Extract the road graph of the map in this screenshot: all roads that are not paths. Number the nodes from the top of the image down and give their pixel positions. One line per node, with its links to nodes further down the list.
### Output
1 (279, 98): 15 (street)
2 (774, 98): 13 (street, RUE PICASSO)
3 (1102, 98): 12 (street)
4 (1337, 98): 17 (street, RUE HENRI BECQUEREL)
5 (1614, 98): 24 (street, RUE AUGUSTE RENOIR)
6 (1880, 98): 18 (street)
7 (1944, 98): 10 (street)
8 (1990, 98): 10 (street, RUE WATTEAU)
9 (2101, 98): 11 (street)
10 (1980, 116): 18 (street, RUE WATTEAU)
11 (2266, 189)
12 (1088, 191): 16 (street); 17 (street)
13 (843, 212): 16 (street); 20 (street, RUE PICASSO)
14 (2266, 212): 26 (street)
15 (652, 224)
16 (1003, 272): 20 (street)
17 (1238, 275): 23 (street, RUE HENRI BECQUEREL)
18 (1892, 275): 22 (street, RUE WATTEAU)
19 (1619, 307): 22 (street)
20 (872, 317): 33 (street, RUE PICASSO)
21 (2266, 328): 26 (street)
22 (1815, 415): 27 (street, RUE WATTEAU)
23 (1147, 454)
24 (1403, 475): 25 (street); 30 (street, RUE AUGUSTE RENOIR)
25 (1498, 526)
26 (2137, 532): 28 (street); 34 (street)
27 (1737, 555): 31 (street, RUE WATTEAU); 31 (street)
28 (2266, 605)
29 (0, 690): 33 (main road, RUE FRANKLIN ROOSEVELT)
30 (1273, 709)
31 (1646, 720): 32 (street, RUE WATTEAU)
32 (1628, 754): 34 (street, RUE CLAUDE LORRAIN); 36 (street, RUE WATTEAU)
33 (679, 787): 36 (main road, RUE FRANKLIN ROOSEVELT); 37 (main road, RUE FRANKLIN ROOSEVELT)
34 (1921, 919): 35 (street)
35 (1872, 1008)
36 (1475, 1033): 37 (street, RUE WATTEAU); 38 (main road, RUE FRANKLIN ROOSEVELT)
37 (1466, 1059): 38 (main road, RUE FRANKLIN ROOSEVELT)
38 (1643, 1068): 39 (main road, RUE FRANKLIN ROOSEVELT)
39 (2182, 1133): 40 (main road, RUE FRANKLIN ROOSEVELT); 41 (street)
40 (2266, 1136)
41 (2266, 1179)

+ + +

# What you need to do
Each record must be reproduced exactly, with nothing missing.

# Solution to the exercise
Extract the road graph of the map in this screenshot: all roads that are not paths. Number the nodes from the top of the image down and give their pixel positions. One line per node, with its links to nodes further down the list.
### Output
1 (279, 98): 15 (street)
2 (774, 98): 13 (street, RUE PICASSO)
3 (1102, 98): 12 (street)
4 (1337, 98): 17 (street, RUE HENRI BECQUEREL)
5 (1614, 98): 24 (street, RUE AUGUSTE RENOIR)
6 (1880, 98): 18 (street)
7 (1944, 98): 10 (street)
8 (1990, 98): 10 (street, RUE WATTEAU)
9 (2101, 98): 11 (street)
10 (1980, 116): 18 (street, RUE WATTEAU)
11 (2266, 189)
12 (1088, 191): 16 (street); 17 (street)
13 (843, 212): 16 (street); 20 (street, RUE PICASSO)
14 (2266, 212): 26 (street)
15 (652, 224)
16 (1003, 272): 20 (street)
17 (1238, 275): 23 (street, RUE HENRI BECQUEREL)
18 (1892, 275): 22 (street, RUE WATTEAU)
19 (1619, 307): 22 (street)
20 (872, 317): 33 (street, RUE PICASSO)
21 (2266, 328): 26 (street)
22 (1815, 415): 27 (street, RUE WATTEAU)
23 (1147, 454)
24 (1403, 475): 25 (street); 30 (street, RUE AUGUSTE RENOIR)
25 (1498, 526)
26 (2137, 532): 28 (street); 34 (street)
27 (1737, 555): 31 (street, RUE WATTEAU); 31 (street)
28 (2266, 605)
29 (0, 690): 33 (main road, RUE FRANKLIN ROOSEVELT)
30 (1273, 709)
31 (1646, 720): 32 (street, RUE WATTEAU)
32 (1628, 754): 34 (street, RUE CLAUDE LORRAIN); 36 (street, RUE WATTEAU)
33 (679, 787): 36 (main road, RUE FRANKLIN ROOSEVELT); 37 (main road, RUE FRANKLIN ROOSEVELT)
34 (1921, 919): 35 (street)
35 (1872, 1008)
36 (1475, 1033): 37 (street, RUE WATTEAU); 38 (main road, RUE FRANKLIN ROOSEVELT)
37 (1466, 1059): 38 (main road, RUE FRANKLIN ROOSEVELT)
38 (1643, 1068): 39 (main road, RUE FRANKLIN ROOSEVELT)
39 (2182, 1133): 40 (main road, RUE FRANKLIN ROOSEVELT); 41 (street)
40 (2266, 1136)
41 (2266, 1179)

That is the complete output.